En France, les travailleurs de l’imprimerie devinrent l’avant-garde du mouvement ouvrier. Émile Pouget, le fondateur de la CGT anarcho-syndicaliste, était un ouvrier de l’imprimerie, comme de nombreux penseurs révolutionnaires. Cette avant-garde était donc bien placée pour publier sa propre littérature à moindres frais. Ce fut vrai jusque dans les années mille-neuf-cents-septante, quand mes camarades publiaient Guerre de Classes.
Cependant, le syndicat CGT des correcteurs d’imprimerie avait fait mieux encore. Il proposait un dictionnaire de la langue française : vocabulaire, orthographe, syntaxe, ponctuation, typographie ; comme un double de celui de l’Académie française. Je m’en servais, j’avais un lien sur mon navigateur.
« Qu’est-il devenu ? », m’interroge Sinta.
« Je n’en sais rien, j’en ai perdu toute trace. Nous disposons aujourd’hui de tant d’outils linguistiques, et tant de choses ont changé. La définition, et même la syntaxe, du mot “éditer” ont changé. »
« Tu es fou de ne pas prendre de chapeau. » Sinta a raison, mais les chapeaux m’agacent maintenant. Ils me font transpirer le tour de tête. L’an dernier, ce fut une nouveauté ; un autre genre que je me donnais.
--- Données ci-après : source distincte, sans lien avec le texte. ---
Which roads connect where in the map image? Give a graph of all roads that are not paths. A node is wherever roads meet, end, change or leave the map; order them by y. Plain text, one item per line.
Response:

« Je marche à l’ombre », justifiais-je. Non, quand le soleil est si haut, l’on ne peut pas marcher toujours à l’ombre. « Tu es bronzé comme un Indien », m’a-t-elle dit. Elle a raison. Avec ce ciel si vide, cet air sec et ce vent qui évapore la sueur, ce n’est pas bon.
J’ai pris le noir, celui que j’avais acheté l’an dernier pour l’automne. J’ai trouvé le blanc trop assorti à ma tenue.
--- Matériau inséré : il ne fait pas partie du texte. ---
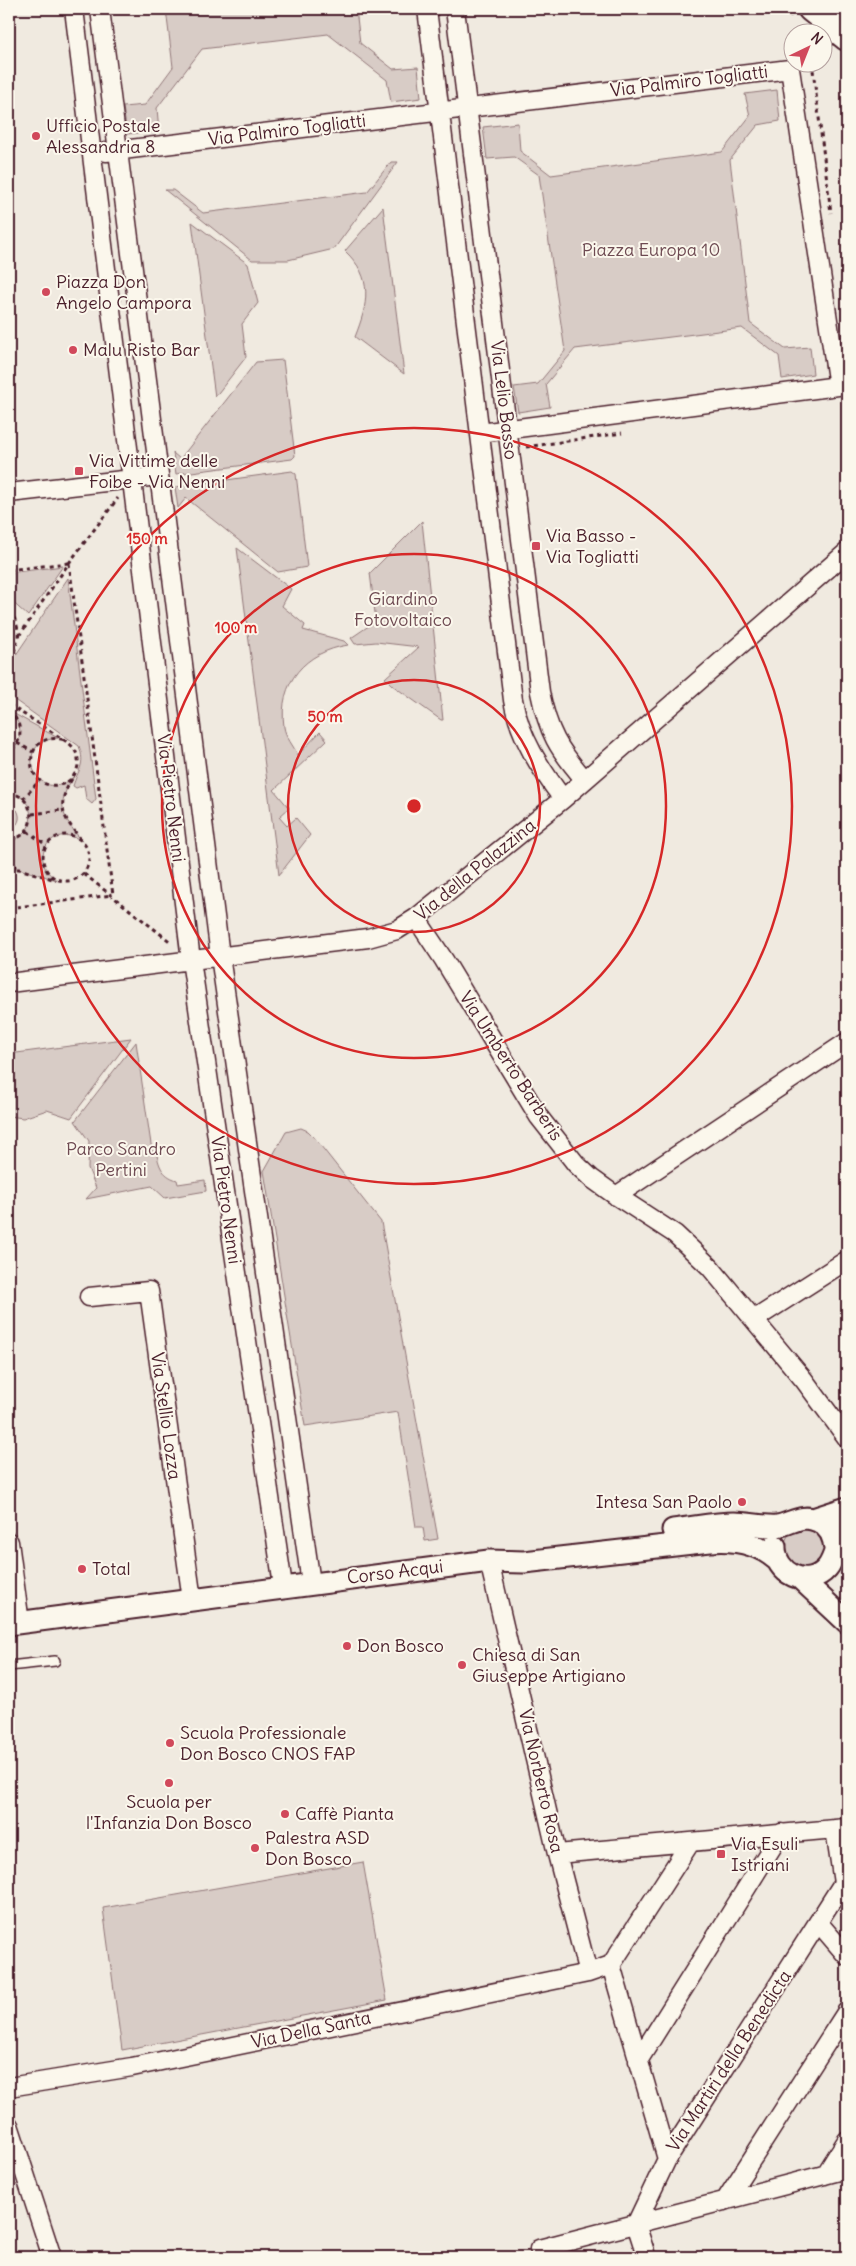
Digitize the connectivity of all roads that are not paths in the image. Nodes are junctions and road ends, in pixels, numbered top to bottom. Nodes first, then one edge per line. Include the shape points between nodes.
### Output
1 (74, 9) edge
2 (100, 9) edge
3 (427, 9) edge
4 (455, 9) edge
5 (811, 9) edge
6 (841, 24) edge
7 (466, 108) junction
8 (440, 110) junction
9 (117, 151) junction
10 (92, 154) junction
11 (508, 430) junction
12 (480, 433) junction
13 (158, 476) junction
14 (132, 480) junction
15 (9, 493) edge
16 (847, 552) edge
17 (585, 780) junction
18 (563, 799) junction
19 (416, 918) junction
20 (220, 956) junction
21 (191, 960) junction
22 (9, 983) edge
23 (847, 1042) edge
24 (616, 1196) junction
25 (847, 1260) edge
26 (89, 1297) dead end
27 (755, 1319) junction
28 (847, 1438) edge
29 (847, 1508) edge
30 (813, 1519) junction
31 (790, 1522) junction
32 (847, 1526) edge
33 (9, 1542) edge
34 (831, 1558) junction
35 (489, 1560) junction
36 (777, 1560) junction
37 (800, 1578) junction
38 (311, 1582) junction
39 (283, 1586) junction
40 (192, 1600) junction
41 (847, 1605) edge
42 (847, 1622) edge
43 (14, 1624) edge
44 (55, 1661) dead end
45 (9, 1666) edge
46 (841, 1828) edge
47 (782, 1833) junction
48 (690, 1843) junction
49 (557, 1854) junction
50 (839, 1900) edge
51 (818, 1922) junction
52 (847, 1956) edge
53 (612, 1965) junction
54 (588, 1973) junction
55 (847, 2011) edge
56 (638, 2061) junction
57 (9, 2087) edge
58 (9, 2125) edge
59 (847, 2140) edge
60 (667, 2159) junction
61 (847, 2169) edge
62 (824, 2175) junction
63 (725, 2200) junction
64 (636, 2224) junction
65 (539, 2249) dead end
66 (52, 2257) edge
67 (640, 2257) edge

1 - 10 street, Via Pietro Nenni
2 - 9 street, Via Pietro Nenni
3 - 8 street
4 - 7 street, Via Lelio Basso
5 - 6 main road
7 - 8 street, Via Palmiro Togliatti
7 - 11 street, Via Lelio Basso
7 - 11 street, Via Palmiro Togliatti via 790,69 838,386
8 - 9 street, Via Palmiro Togliatti
8 - 12 street
9 - 10 street, Via Palmiro Togliatti
9 - 13 street, Via Pietro Nenni
10 - 14 street, Via Pietro Nenni
11 - 12 street, Via Palmiro Togliatti
11 - 17 street, Via Lelio Basso via 545,715 558,746
12 - 18 street via 515,712 538,765
13 - 14 street
13 - 20 street, Via Pietro Nenni
14 - 15 street
14 - 21 street, Via Pietro Nenni
16 - 17 street, Via della Palazzina
17 - 18 street, Via della Palazzina
18 - 19 street, Via della Palazzina
19 - 20 street, Via della Palazzina via 397,930 368,938
19 - 24 street, Via Umberto Barberis via 539,1117 576,1164
20 - 21 street, Via della Palazzina
20 - 38 street, Via Pietro Nenni
21 - 22 street, Via della Palazzina
21 - 39 street, Via Pietro Nenni
23 - 24 street
24 - 27 street, Via Umberto Barberis via 690,1247
25 - 27 street
26 - 40 street, Via Stellio Lozza via 149,1291
27 - 28 street, Via Umberto Barberis
29 - 30 street
30 - 31 street via 799,1518
30 - 34 street via 829,1530 833,1539
31 - 35 street via 777,1526 728,1524 520,1549
31 - 36 street via 775,1540
32 - 34 street
33 - 43 street
34 - 37 street via 815,1576
34 - 41 street via 836,1594
35 - 36 street, Corso Acqui via 524,1562 723,1540 751,1544
35 - 38 street, Corso Acqui
35 - 49 street, Via Norberto Rosa
36 - 37 street via 786,1572
37 - 42 street
38 - 39 street, Corso Acqui
39 - 40 street, Corso Acqui
40 - 43 street, Corso Acqui
44 - 45 lane
46 - 47 street
46 - 50 street, Via Martiri della Benedicta via 843,1883
47 - 48 street
47 - 56 street
48 - 49 street
48 - 53 street
49 - 54 street, Via Norberto Rosa
50 - 51 street, Via Martiri della Benedicta
51 - 52 street
51 - 60 street, Via Martiri della Benedicta
53 - 54 street, Via Della Santa
53 - 56 street
54 - 57 street, Via Della Santa via 132,2067
55 - 63 street
56 - 60 street
58 - 66 street
59 - 62 street
60 - 64 street, Via Martiri della Benedicta
61 - 62 street
62 - 63 street
63 - 64 street
64 - 65 street
64 - 67 street via 645,2252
« Tu n’es pas obligé de prendre une veste », m’a dit aussi Sinta. Si, j’ai besoin de poches. Et puis, je ne trouve plus qu’il fasse si chaud. Un vent descend sans cesse des cimes. Je ne dirais pas qu’il est encore frais quand il arrive à Dirac ; il est brûlant, mais il ventile agréablement.
« Tu es fou de prendre le chapeau noir », m’a dit Sinta. « Il est plus épais, et le noir absorbe la chaleur. » Je le sens, mes pensées bouillonnent sous mon chapeau : des idées inattendues qui me sont ordinairement étrangères. Je songe que si j’avais été plus avisé cet hiver, je me serais empressé d’acheter des roubles quand ils étaient au plus bas. J’aurais pu doubler ma mise. L’Euro se dévalue encore plus vite que le dollar. Une bonne part de mes économies s’est envolée. Si l’on ne m’avait pas donné ici de quoi compléter mes revenus, je serais dans la gêne.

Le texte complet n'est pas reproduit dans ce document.